==== Dataset records ====

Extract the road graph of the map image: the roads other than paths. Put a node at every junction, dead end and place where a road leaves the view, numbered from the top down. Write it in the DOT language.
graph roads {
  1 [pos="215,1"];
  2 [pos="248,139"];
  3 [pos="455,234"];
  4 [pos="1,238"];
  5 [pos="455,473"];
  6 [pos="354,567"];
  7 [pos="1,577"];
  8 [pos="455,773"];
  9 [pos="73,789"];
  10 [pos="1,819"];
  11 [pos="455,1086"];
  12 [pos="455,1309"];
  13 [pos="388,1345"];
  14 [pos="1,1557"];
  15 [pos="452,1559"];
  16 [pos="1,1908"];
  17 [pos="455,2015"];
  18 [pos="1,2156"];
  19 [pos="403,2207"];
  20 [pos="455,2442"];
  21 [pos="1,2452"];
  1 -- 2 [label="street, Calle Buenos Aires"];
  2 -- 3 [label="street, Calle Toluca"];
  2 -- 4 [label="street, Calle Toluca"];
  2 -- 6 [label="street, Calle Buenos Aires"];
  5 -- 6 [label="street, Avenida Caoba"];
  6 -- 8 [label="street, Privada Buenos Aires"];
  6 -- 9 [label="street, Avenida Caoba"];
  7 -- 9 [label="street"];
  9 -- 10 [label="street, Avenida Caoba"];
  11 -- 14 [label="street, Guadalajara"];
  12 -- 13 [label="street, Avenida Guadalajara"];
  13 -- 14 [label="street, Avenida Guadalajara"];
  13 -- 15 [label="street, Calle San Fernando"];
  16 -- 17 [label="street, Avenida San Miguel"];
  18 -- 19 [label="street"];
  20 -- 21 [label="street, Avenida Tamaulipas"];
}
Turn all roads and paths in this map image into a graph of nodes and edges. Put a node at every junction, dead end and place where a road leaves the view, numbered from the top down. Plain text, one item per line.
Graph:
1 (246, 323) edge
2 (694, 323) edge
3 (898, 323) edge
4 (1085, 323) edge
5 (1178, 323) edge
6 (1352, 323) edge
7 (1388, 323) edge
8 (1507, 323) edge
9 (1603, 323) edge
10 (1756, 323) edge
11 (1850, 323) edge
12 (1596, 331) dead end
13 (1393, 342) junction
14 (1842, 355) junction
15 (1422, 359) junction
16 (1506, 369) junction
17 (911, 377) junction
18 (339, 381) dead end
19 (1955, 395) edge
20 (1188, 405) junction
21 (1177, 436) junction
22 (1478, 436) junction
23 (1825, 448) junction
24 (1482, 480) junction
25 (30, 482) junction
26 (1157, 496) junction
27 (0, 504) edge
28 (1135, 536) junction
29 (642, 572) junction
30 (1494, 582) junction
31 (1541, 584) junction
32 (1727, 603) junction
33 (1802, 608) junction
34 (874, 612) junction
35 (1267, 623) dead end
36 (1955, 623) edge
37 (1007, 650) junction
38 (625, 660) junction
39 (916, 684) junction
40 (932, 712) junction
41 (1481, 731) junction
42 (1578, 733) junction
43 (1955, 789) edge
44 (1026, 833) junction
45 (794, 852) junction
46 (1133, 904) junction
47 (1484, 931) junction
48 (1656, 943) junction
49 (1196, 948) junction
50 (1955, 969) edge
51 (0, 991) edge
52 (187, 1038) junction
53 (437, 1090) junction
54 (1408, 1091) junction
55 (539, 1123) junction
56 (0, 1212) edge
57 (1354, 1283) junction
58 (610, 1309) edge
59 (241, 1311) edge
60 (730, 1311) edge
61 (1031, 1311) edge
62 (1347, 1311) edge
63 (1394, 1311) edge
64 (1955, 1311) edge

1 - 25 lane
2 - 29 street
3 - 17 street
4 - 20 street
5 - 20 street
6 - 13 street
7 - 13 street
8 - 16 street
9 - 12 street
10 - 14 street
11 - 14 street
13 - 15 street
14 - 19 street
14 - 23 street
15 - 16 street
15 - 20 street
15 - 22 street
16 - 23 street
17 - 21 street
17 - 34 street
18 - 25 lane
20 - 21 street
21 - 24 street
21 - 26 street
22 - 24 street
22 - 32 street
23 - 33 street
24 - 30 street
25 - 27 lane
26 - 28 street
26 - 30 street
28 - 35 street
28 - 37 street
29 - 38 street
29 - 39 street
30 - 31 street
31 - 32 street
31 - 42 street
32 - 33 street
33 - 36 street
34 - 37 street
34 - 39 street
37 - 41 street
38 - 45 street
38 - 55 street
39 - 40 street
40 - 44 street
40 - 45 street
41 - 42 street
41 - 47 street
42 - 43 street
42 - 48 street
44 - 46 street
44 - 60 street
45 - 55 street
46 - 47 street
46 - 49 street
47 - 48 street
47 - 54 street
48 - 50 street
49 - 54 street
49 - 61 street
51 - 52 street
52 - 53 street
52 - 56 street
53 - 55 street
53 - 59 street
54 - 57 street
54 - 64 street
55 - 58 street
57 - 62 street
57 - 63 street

====

How to complete this task
All of the data above needs to be set down again exactly. Include every line.

Response
Extract the road graph of the map image: the roads other than paths. Put a node at every junction, dead end and place where a road leaves the view, numbered from the top down. Write it in the DOT language.
graph roads {
  1 [pos="215,1"];
  2 [pos="248,139"];
  3 [pos="455,234"];
  4 [pos="1,238"];
  5 [pos="455,473"];
  6 [pos="354,567"];
  7 [pos="1,577"];
  8 [pos="455,773"];
  9 [pos="73,789"];
  10 [pos="1,819"];
  11 [pos="455,1086"];
  12 [pos="455,1309"];
  13 [pos="388,1345"];
  14 [pos="1,1557"];
  15 [pos="452,1559"];
  16 [pos="1,1908"];
  17 [pos="455,2015"];
  18 [pos="1,2156"];
  19 [pos="403,2207"];
  20 [pos="455,2442"];
  21 [pos="1,2452"];
  1 -- 2 [label="street, Calle Buenos Aires"];
  2 -- 3 [label="street, Calle Toluca"];
  2 -- 4 [label="street, Calle Toluca"];
  2 -- 6 [label="street, Calle Buenos Aires"];
  5 -- 6 [label="street, Avenida Caoba"];
  6 -- 8 [label="street, Privada Buenos Aires"];
  6 -- 9 [label="street, Avenida Caoba"];
  7 -- 9 [label="street"];
  9 -- 10 [label="street, Avenida Caoba"];
  11 -- 14 [label="street, Guadalajara"];
  12 -- 13 [label="street, Avenida Guadalajara"];
  13 -- 14 [label="street, Avenida Guadalajara"];
  13 -- 15 [label="street, Calle San Fernando"];
  16 -- 17 [label="street, Avenida San Miguel"];
  18 -- 19 [label="street"];
  20 -- 21 [label="street, Avenida Tamaulipas"];
}
Turn all roads and paths in this map image into a graph of nodes and edges. Put a node at every junction, dead end and place where a road leaves the view, numbered from the top down. Plain text, one item per line.
Graph:
1 (246, 323) edge
2 (694, 323) edge
3 (898, 323) edge
4 (1085, 323) edge
5 (1178, 323) edge
6 (1352, 323) edge
7 (1388, 323) edge
8 (1507, 323) edge
9 (1603, 323) edge
10 (1756, 323) edge
11 (1850, 323) edge
12 (1596, 331) dead end
13 (1393, 342) junction
14 (1842, 355) junction
15 (1422, 359) junction
16 (1506, 369) junction
17 (911, 377) junction
18 (339, 381) dead end
19 (1955, 395) edge
20 (1188, 405) junction
21 (1177, 436) junction
22 (1478, 436) junction
23 (1825, 448) junction
24 (1482, 480) junction
25 (30, 482) junction
26 (1157, 496) junction
27 (0, 504) edge
28 (1135, 536) junction
29 (642, 572) junction
30 (1494, 582) junction
31 (1541, 584) junction
32 (1727, 603) junction
33 (1802, 608) junction
34 (874, 612) junction
35 (1267, 623) dead end
36 (1955, 623) edge
37 (1007, 650) junction
38 (625, 660) junction
39 (916, 684) junction
40 (932, 712) junction
41 (1481, 731) junction
42 (1578, 733) junction
43 (1955, 789) edge
44 (1026, 833) junction
45 (794, 852) junction
46 (1133, 904) junction
47 (1484, 931) junction
48 (1656, 943) junction
49 (1196, 948) junction
50 (1955, 969) edge
51 (0, 991) edge
52 (187, 1038) junction
53 (437, 1090) junction
54 (1408, 1091) junction
55 (539, 1123) junction
56 (0, 1212) edge
57 (1354, 1283) junction
58 (610, 1309) edge
59 (241, 1311) edge
60 (730, 1311) edge
61 (1031, 1311) edge
62 (1347, 1311) edge
63 (1394, 1311) edge
64 (1955, 1311) edge

1 - 25 lane
2 - 29 street
3 - 17 street
4 - 20 street
5 - 20 street
6 - 13 street
7 - 13 street
8 - 16 street
9 - 12 street
10 - 14 street
11 - 14 street
13 - 15 street
14 - 19 street
14 - 23 street
15 - 16 street
15 - 20 street
15 - 22 street
16 - 23 street
17 - 21 street
17 - 34 street
18 - 25 lane
20 - 21 street
21 - 24 street
21 - 26 street
22 - 24 street
22 - 32 street
23 - 33 street
24 - 30 street
25 - 27 lane
26 - 28 street
26 - 30 street
28 - 35 street
28 - 37 street
29 - 38 street
29 - 39 street
30 - 31 street
31 - 32 street
31 - 42 street
32 - 33 street
33 - 36 street
34 - 37 street
34 - 39 street
37 - 41 street
38 - 45 street
38 - 55 street
39 - 40 street
40 - 44 street
40 - 45 street
41 - 42 street
41 - 47 street
42 - 43 street
42 - 48 street
44 - 46 street
44 - 60 street
45 - 55 street
46 - 47 street
46 - 49 street
47 - 48 street
47 - 54 street
48 - 50 street
49 - 54 street
49 - 61 street
51 - 52 street
52 - 53 street
52 - 56 street
53 - 55 street
53 - 59 street
54 - 57 street
54 - 64 street
55 - 58 street
57 - 62 street
57 - 63 street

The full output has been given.